▶ **DATA SECTION**
□ □ □ □ □
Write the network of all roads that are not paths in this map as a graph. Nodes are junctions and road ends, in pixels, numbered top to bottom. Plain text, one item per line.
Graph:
□ □ □ □ □
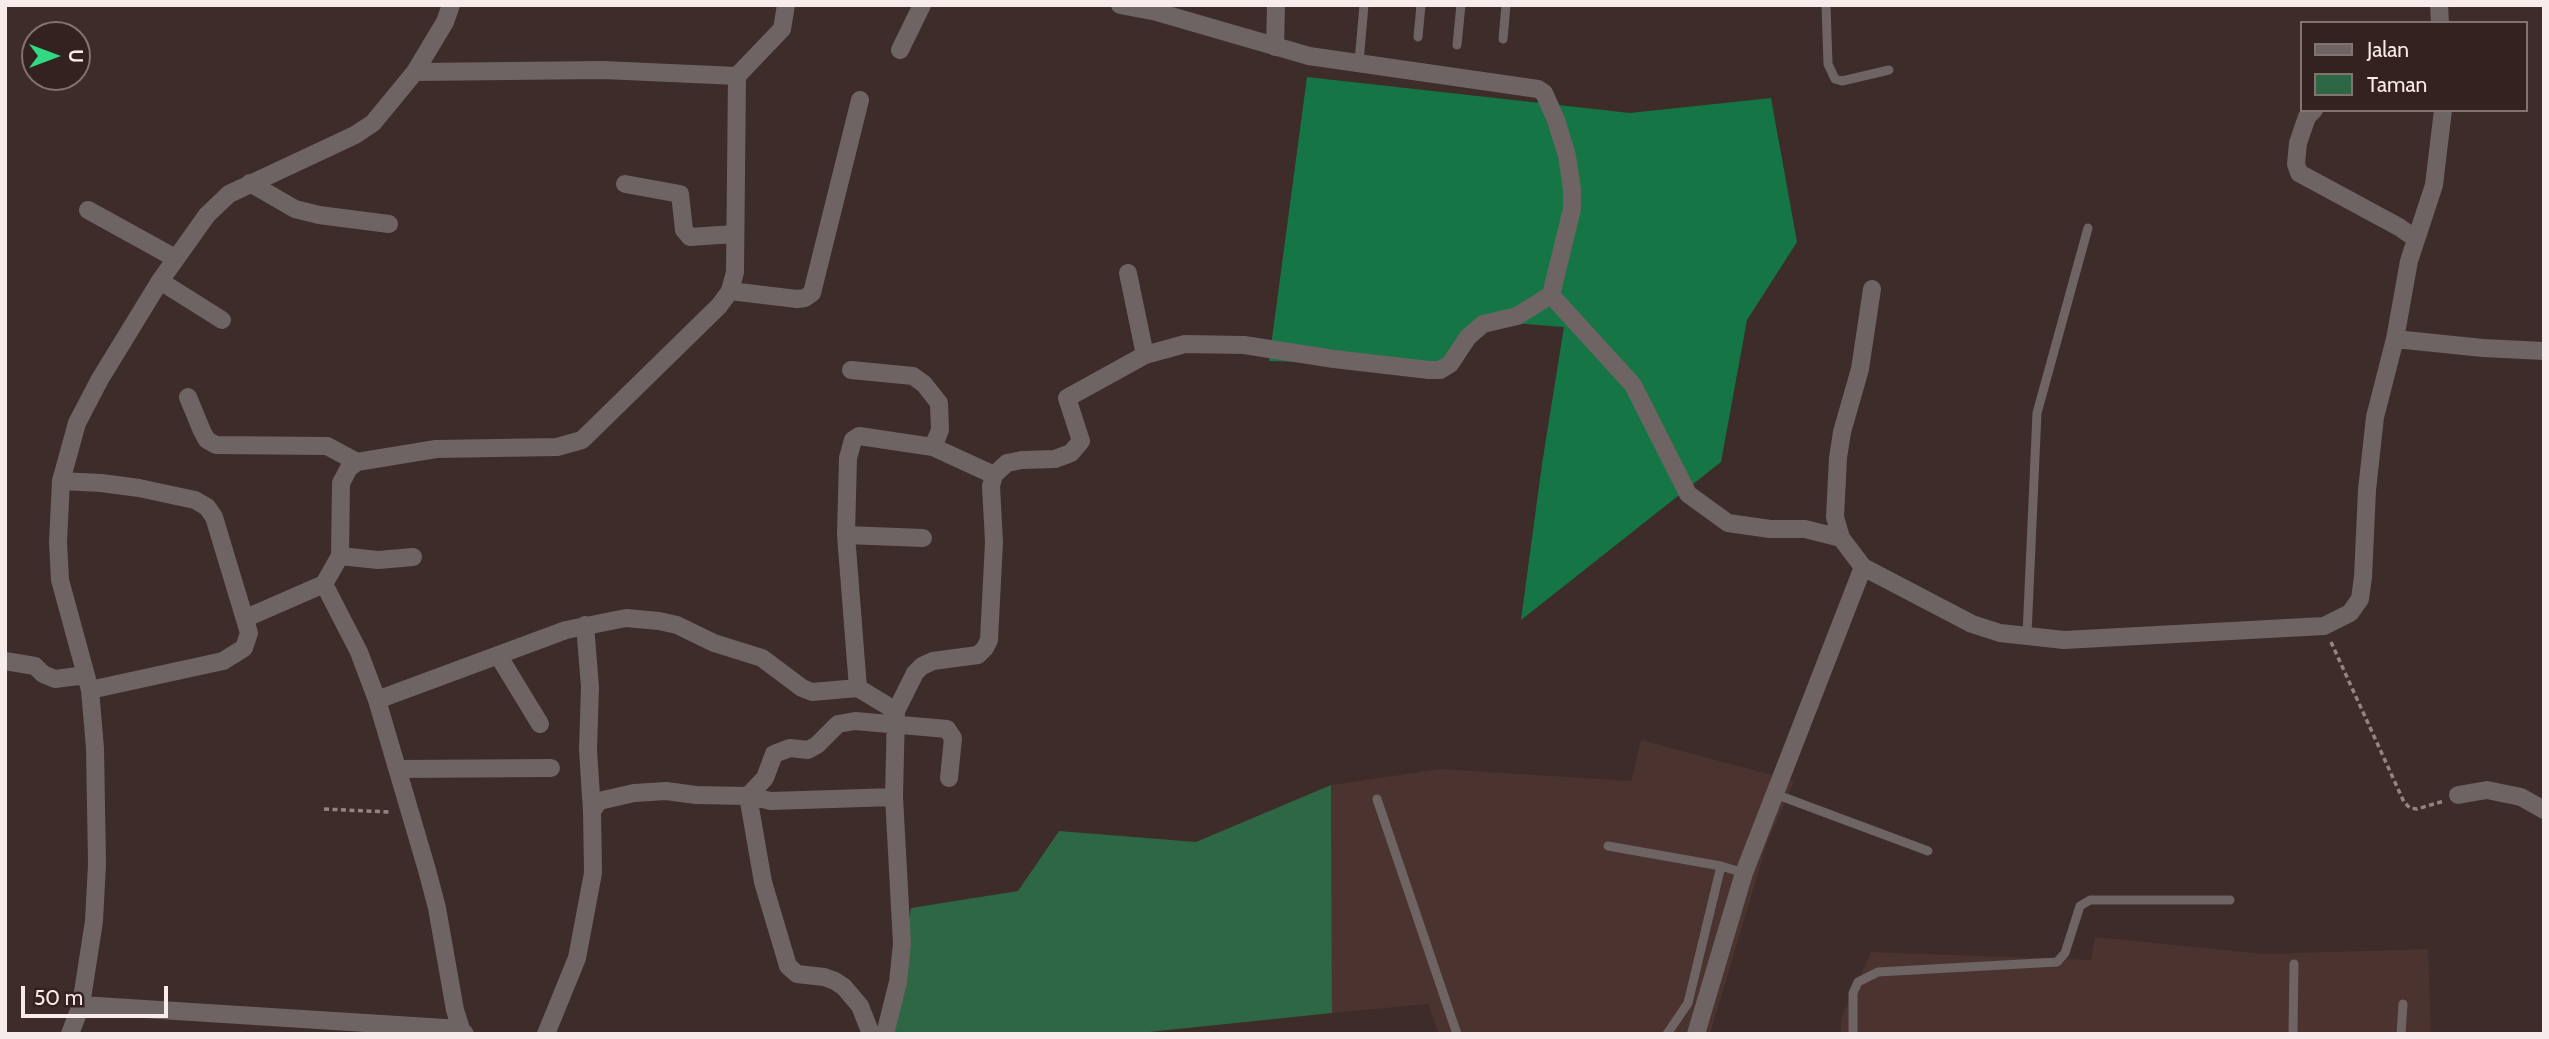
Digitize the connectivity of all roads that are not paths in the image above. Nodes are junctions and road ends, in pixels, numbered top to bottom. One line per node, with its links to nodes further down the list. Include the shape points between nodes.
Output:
□ □ □ □ □
▶ **ASSIGNMENT**
Tell me how many lines of the records include the word "that", replying with the number alone.

▶ **RESULT OF THIS EXERCISE**
2